#### Task statement:
Look for the word "dead" in the entries and copy every line where it shows up.

#### Given data ####

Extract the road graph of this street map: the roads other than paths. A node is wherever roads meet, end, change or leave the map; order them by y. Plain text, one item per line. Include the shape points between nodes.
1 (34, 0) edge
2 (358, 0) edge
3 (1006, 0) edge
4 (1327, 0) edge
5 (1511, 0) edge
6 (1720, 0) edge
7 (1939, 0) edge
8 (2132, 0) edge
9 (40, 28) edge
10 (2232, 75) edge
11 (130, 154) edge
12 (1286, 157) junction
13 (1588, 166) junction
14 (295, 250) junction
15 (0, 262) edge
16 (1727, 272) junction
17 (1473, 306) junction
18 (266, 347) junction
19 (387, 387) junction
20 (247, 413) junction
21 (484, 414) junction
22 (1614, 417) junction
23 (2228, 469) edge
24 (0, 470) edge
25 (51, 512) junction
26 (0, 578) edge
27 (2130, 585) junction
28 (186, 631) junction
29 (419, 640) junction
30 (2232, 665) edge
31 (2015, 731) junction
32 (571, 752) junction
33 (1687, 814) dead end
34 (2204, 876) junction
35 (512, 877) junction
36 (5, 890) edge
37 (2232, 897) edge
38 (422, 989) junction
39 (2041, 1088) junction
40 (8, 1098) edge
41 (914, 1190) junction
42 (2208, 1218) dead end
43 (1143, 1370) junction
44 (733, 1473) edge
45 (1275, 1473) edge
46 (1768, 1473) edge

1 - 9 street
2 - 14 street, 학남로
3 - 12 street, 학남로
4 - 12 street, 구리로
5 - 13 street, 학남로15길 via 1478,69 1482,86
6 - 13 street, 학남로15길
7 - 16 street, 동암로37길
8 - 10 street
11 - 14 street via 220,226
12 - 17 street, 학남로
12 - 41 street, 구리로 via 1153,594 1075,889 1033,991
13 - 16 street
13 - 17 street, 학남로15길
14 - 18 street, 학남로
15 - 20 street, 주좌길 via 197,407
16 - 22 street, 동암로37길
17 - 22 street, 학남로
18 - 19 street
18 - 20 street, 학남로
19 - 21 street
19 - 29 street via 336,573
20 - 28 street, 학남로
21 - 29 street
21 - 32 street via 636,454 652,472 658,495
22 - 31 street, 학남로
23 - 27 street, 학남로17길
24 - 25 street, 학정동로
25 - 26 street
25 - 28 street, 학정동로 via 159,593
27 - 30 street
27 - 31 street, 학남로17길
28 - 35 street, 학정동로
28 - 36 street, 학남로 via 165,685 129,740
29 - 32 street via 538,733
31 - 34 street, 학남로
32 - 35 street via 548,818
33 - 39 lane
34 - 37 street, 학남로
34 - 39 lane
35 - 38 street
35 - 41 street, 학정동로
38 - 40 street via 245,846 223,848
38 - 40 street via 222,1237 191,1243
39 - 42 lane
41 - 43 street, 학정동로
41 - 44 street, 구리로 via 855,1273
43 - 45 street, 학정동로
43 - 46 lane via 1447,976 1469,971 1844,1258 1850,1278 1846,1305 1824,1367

####

#### Exercise output:
33 (1687, 814) dead end
42 (2208, 1218) dead end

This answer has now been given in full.